Puede que te cueste creer los elogios que te hacen o los reconocimientos que te dan.
Puede que salgas de un examen con la convicción de haber fallado, llevándote después una sorpresa por haber tenido un buen resultado.
Puede que, con frecuencia, pidas a otra persona que se encargue de una tarea, por miedo a hacerlo mal.
Puede que decidas no promocionar en el trabajo para que nadie se dé cuenta de que, realmente, no eres tan capaz.
Puede que percibas los logros de los demás como muestra de su valía y, sin embargo, achaques los tuyos a la suerte o a la pura casualidad.
Quizá formes parte entonces de ese 70 por ciento de personas que pueden llegar a sentirse impostoras en lo que hacen. Aunque tengan realmente la inteligencia, los conocimientos, la experiencia o el talento necesarios.
Las psicólogas Pauline Rose Clance Y Suzanne Ament Imes, de la Universidad Estatal de Georgia, fueron las primeras que hablaron de esta circunstancia en un artículo de 1978. Lo definieron como un fenómeno psicológico caracterizado por una distorsionada atribución causal de los logros y un miedo persistente a la etiqueta de “fraude”. En ese artículo, Clance e Imes, mostraban las conclusiones de su investigación acerca de cómo mujeres de gran éxito académico y profesional percibían que no eran tan brillantes o estaban convencidas de que solo habían tenido suerte.
Es como una especie de autosabotaje que distorsiona de forma cruel e implacable tus valoraciones y tus objetivos, fabricando una expectativa muy baja de logro, de que no vas a estar a la altura o de que no vas a cumplir las expectativas de los demás, desatando, además, de forma automática, la ansiedad, la inseguridad y las conductas evitativas.
Eso sí, lo de llamarlo síndrome quizá no sea muy acertado, ya que puede inducir la idea de que este fenómeno supone una anomalía, un trastorno y en absoluto es así.

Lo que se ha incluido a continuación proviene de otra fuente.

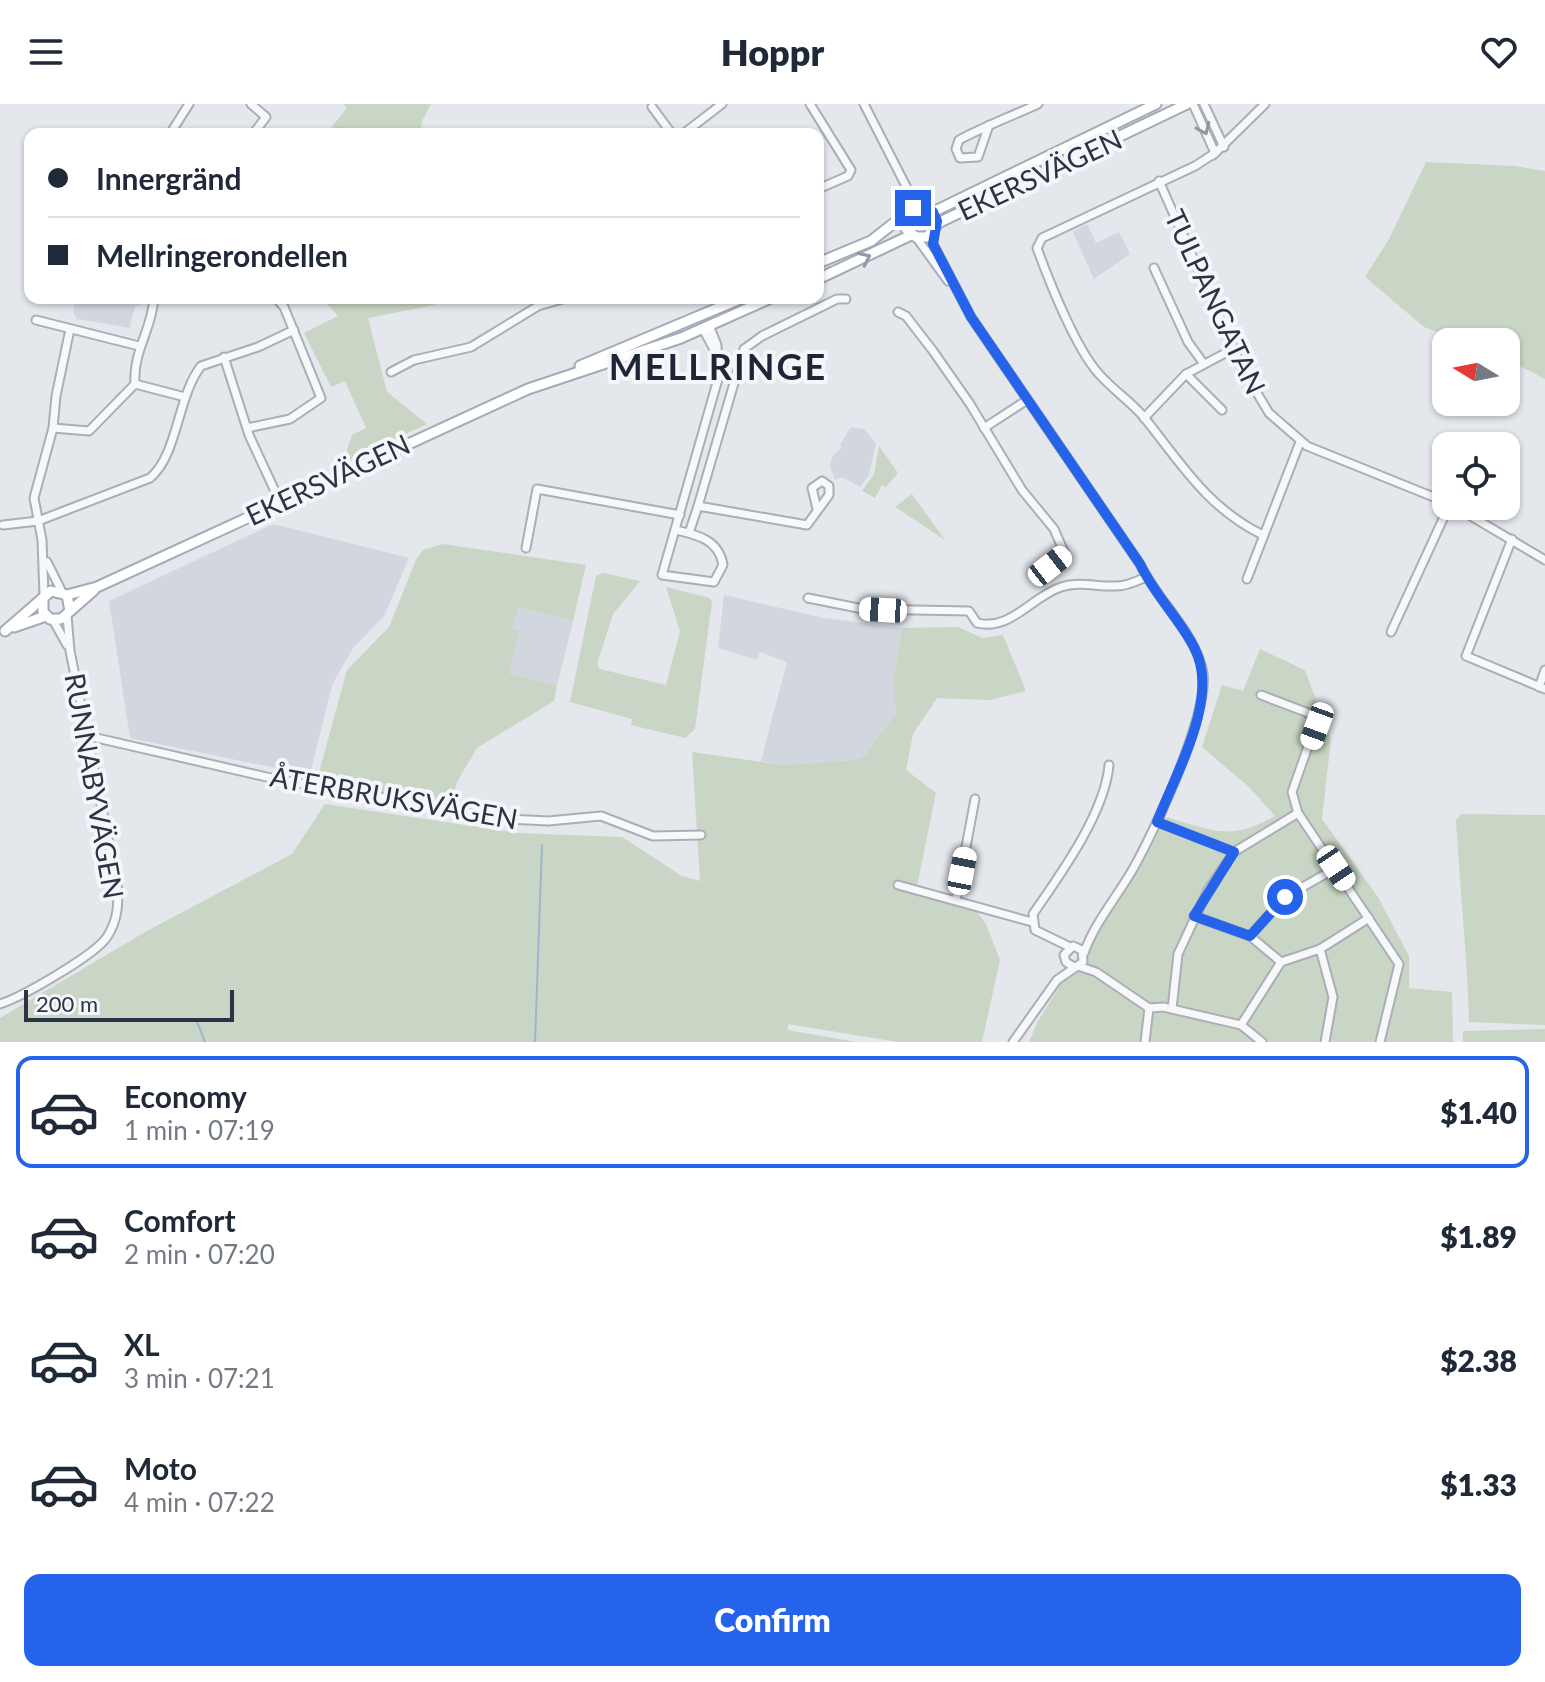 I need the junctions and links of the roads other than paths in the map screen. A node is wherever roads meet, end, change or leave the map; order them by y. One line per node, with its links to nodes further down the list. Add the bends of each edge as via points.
1 (189, 104): 13 (street)
2 (251, 104): 14 (street, via 266,117)
3 (722, 104): 16 (street)
4 (810, 104): 19 (street, via 850,163 848,176)
5 (864, 104): 20 (street)
6 (1038, 104): 12 (street)
7 (1156, 104): 21 (main road, EKERSVÄGEN)
8 (1190, 104): 17 (street, one-way to 17); 23 (main road, EKERSVÄGEN)
9 (1204, 104): 17 (street)
10 (1265, 104): 17 (street)
11 (652, 107): 15 (street)
12 (989, 125): 12 (street, via 978,157 960,158 959,140)
13 (174, 128)
14 (258, 128)
15 (668, 128)
16 (691, 128)
17 (1220, 150): 18 (street)
18 (1159, 181): 42 (street, TULPANGATAN); 52 (street, via 1042,238 1037,248 1089,361)
19 (824, 186)
20 (909, 192): 21 (street); 22 (street)
21 (930, 210): 22 (main road, EKERSVÄGEN); 23 (main road)
22 (908, 214): 24 (main road, via 906,229); 25 (main road, via 871,241)
23 (934, 228): 24 (main road, EKERSVÄGEN); 26 (street, via 933,244)
24 (914, 236): 26 (street); 28 (main road, one-way to 24)
25 (824, 261)
26 (942, 267): 50 (street)
27 (1154, 268): 44 (street, via 1188,342)
28 (824, 276)
29 (846, 299): 59 (street, via 744,349)
30 (153, 304): 41 (street)
31 (279, 304): 40 (street)
32 (545, 304): 45 (street, via 471,347 414,360)
33 (727, 304): 36 (main road, EKERSVÄGEN)
34 (758, 304): 38 (main road, EKERSVÄGEN)
35 (898, 312): 55 (street, via 933,351)
36 (701, 314): 38 (main road); 47 (main road, EKERSVÄGEN)
37 (36, 320): 39 (street)
38 (706, 327): 47 (main road, EKERSVÄGEN); 61 (street, via 718,379)
39 (70, 329): 41 (street); 53 (street)
40 (294, 330): 43 (street); 54 (street, via 321,398 290,419)
41 (139, 346): 48 (street)
42 (1233, 349): 44 (street); 56 (street, TULPANGATAN, via 1264,407)
43 (224, 357): 49 (street, via 201,366); 54 (street)
44 (1204, 364): 46 (street)
45 (391, 372)
46 (1186, 374): 51 (street); 52 (street)
47 (561, 376): 58 (main road, EKERSVÄGEN)
48 (135, 384): 49 (street); 53 (street, via 89,431)
49 (185, 397): 64 (street, via 154,476)
50 (1027, 400): 55 (street); 74 (street)
51 (1222, 410)
52 (1144, 418): 68 (street, via 1183,472 1236,521)
53 (53, 428): 64 (street, via 34,498)
54 (247, 428): 58 (street)
55 (984, 428): 73 (street, via 1062,546 1064,555)
56 (1300, 442): 57 (street, TULPANGATAN); 68 (street)
57 (1432, 497)
58 (280, 502): 76 (main road, EKERSVÄGEN)
59 (698, 506): 60 (street, via 807,525); 67 (street)
60 (817, 509)
61 (680, 515): 66 (street); 71 (street, via 537,489)
62 (1443, 520): 83 (street)
63 (1477, 520): 69 (street, TULPANGATAN)
64 (38, 521): 65 (street); 70 (street)
65 (3, 525)
66 (676, 530): 67 (street); 67 (street, via 662,575 714,582 722,555 708,539)
67 (689, 533)
68 (1263, 535): 75 (street)
69 (1512, 539): 72 (street, TULPANGATAN); 86 (street, via 1466,656)
70 (42, 548): 77 (street); 78 (street)
71 (526, 548)
72 (1545, 560)
73 (1050, 566)
74 (1146, 577): 79 (street, via 1121,586 1061,587 992,624 977,623 969,611 863,609); 92 (street, via 1194,647 1204,677 1203,699)
75 (1247, 579)
76 (97, 587): 77 (main road, EKERSVÄGEN); 80 (main road, EKERSVÄGEN)
77 (64, 593): 78 (main road, EKERSVÄGEN, via 54,591); 80 (main road)
78 (44, 598): 81 (main road); 82 (main road)
79 (808, 598)
80 (68, 613): 81 (main road); 84 (street, RUNNABYVÄGEN)
81 (50, 618): 82 (main road); 84 (street, RUNNABYVÄGEN)
82 (2, 632)
83 (1391, 632)
84 (70, 651): 88 (street, RUNNABYVÄGEN)
85 (1545, 670): 86 (street)
86 (1542, 688)
87 (1261, 695): 91 (street, via 1317,721 1292,792)
88 (88, 736): 93 (street, ÅTERBRUKSVÄGEN, via 271,778 506,819 601,816 653,836); 112 (street, RUNNABYVÄGEN, via 117,883 116,918 97,947 25,994)
89 (1109, 765): 100 (street, via 1104,790)
90 (975, 799): 97 (street)
91 (1298, 813): 94 (street); 95 (street)
92 (1157, 822): 94 (street); 101 (street, via 1129,877)
93 (701, 835)
94 (1234, 852): 98 (street)
95 (1336, 868): 99 (street); 102 (street, via 1285,897)
96 (898, 885): 97 (street)
97 (956, 900): 100 (street)
98 (1194, 916): 102 (street); 114 (street, via 1178,954)
99 (1369, 918): 105 (street); 120 (street, via 1399,964)
100 (1032, 922): 103 (street)
101 (1091, 933): 104 (street); 106 (street)
102 (1250, 936): 108 (street)
103 (1051, 941): 104 (street); 107 (street)
104 (1072, 946): 106 (street); 107 (street)
105 (1320, 949): 108 (street); 119 (street, via 1333,997)
106 (1084, 955): 109 (street); 110 (street)
107 (1064, 957): 109 (street); 111 (street)
108 (1281, 962): 115 (street)
109 (1076, 966): 110 (street); 111 (street)
110 (1096, 972): 113 (street)
111 (1057, 980): 116 (street)
112 (0, 1004)
113 (1149, 1008): 114 (street); 117 (street)
114 (1172, 1009): 115 (street)
115 (1241, 1025): 118 (street)
116 (1013, 1042)
117 (1145, 1042)
118 (1262, 1042)
119 (1325, 1042)
120 (1380, 1042) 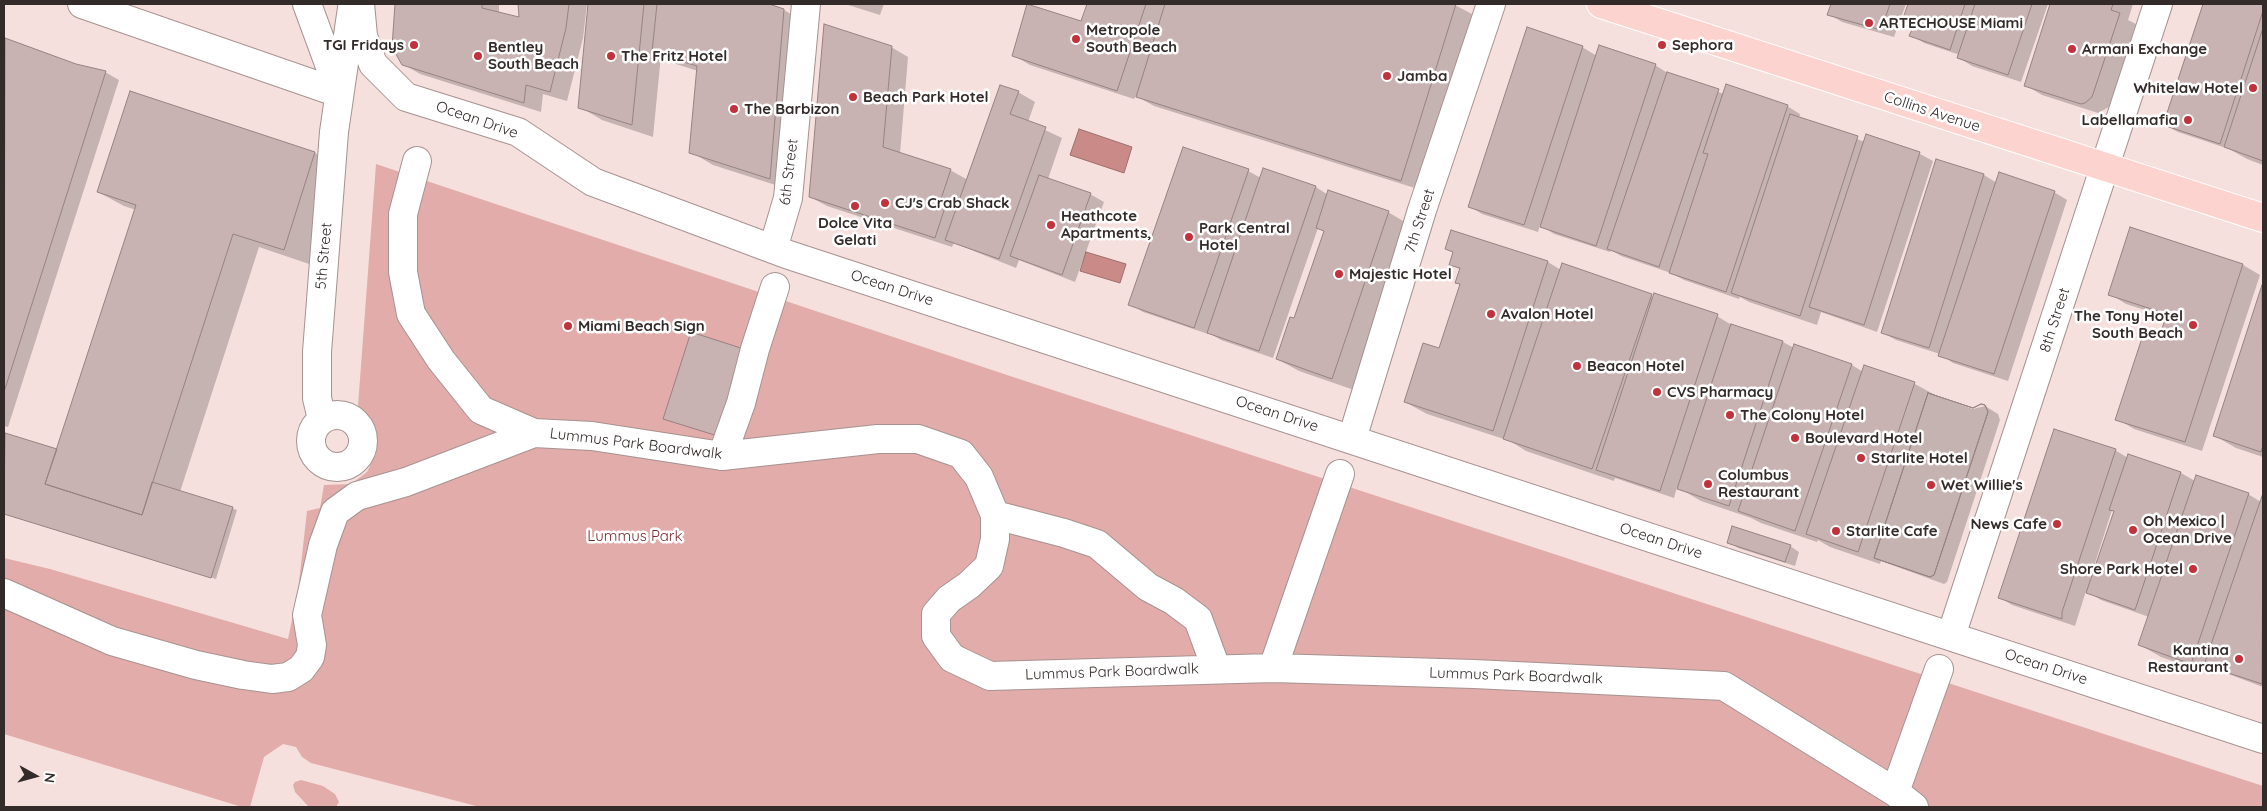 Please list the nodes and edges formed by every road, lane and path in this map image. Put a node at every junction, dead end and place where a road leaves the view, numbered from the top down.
1 (82, 4) edge
2 (307, 4) edge
3 (353, 4) edge
4 (360, 4) edge
5 (806, 4) edge
6 (1492, 4) edge
7 (1601, 4) edge
8 (2158, 4) edge
9 (339, 93) junction
10 (417, 161) dead end
11 (2106, 167) junction
12 (2263, 218) edge
13 (773, 249) junction
14 (775, 286) dead end
15 (322, 419) dead end
16 (534, 433) junction
17 (1352, 439) junction
18 (722, 456) junction
19 (1340, 474) dead end
20 (995, 515) junction
21 (4, 593) edge
22 (1951, 636) junction
23 (1216, 668) junction
24 (1273, 668) junction
25 (1939, 669) dead end
26 (2263, 739) edge
27 (1905, 800) edge

1 - 9 street
2 - 9 street, 5th Street
3 - 9 street, 5th Street
4 - 13 street, Ocean Drive
5 - 13 street, 6th Street
6 - 17 street, 7th Street
7 - 11 main road, Collins Avenue
8 - 11 street, 8th Street
9 - 15 street, 5th Street
10 - 16 street, Lummus Park Boardwalk
11 - 12 main road, Collins Avenue
11 - 22 street, 8th Street
13 - 17 street, Ocean Drive
14 - 18 street
16 - 18 street, Lummus Park Boardwalk
16 - 21 street, Lummus Park Boardwalk
17 - 22 street, Ocean Drive
18 - 20 street, Lummus Park Boardwalk
19 - 24 street
20 - 23 street
20 - 23 street, Lummus Park Boardwalk
22 - 26 street, Ocean Drive
23 - 24 street, Lummus Park Boardwalk
24 - 27 street, Lummus Park Boardwalk
25 - 27 street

Se trata sencillamente de una conducta fruto de diversas variables como tu historia de aprendizaje, tu seguramente elevada autoexigencia, los factores de socialización o la competitividad que todo lo impregna.
No vendría mal que, por ejemplo, en vez de focalizar solo en tus logros, pudieras intentar prestar más atención al esfuerzo que llevas a cabo, para que, si un día no te sale bien algo, sepas lo que te has esforzado y que eso es lo que de verdad importa.
No vendría nada mal que nos comparáramos todos menos.
Fíjate que hasta el gran Ennio Morricone era incapaz de juzgar adecuadamente sus propias composiciones, todo le parecía “basura”, por lo que tomó la (sabia) decisión de contar con la ayuda de su mujer, Maria Travia, que no era música, pero disponía de un enorme sentido común para poder determinar la belleza de sus creaciones.
Resulta paradójico que gente de tantísima valía, se cuestione irracionalmente a sí misma y otros, sin embargo, hagan justo lo contrario. Es lo que se conoce como efecto Dunning-Kruger o sesgo de superioridad ilusoria, que explica cómo la ignorancia proporciona, frecuentemente, más autoconfianza que el conocimiento. Es lo que ahora se denomina “ser un cuñado”, especie humana que de todo sabe y nunca duda de nada.
Cuando lo natural es tener dudas…
Y, aun así, cuidar la autoconfianza.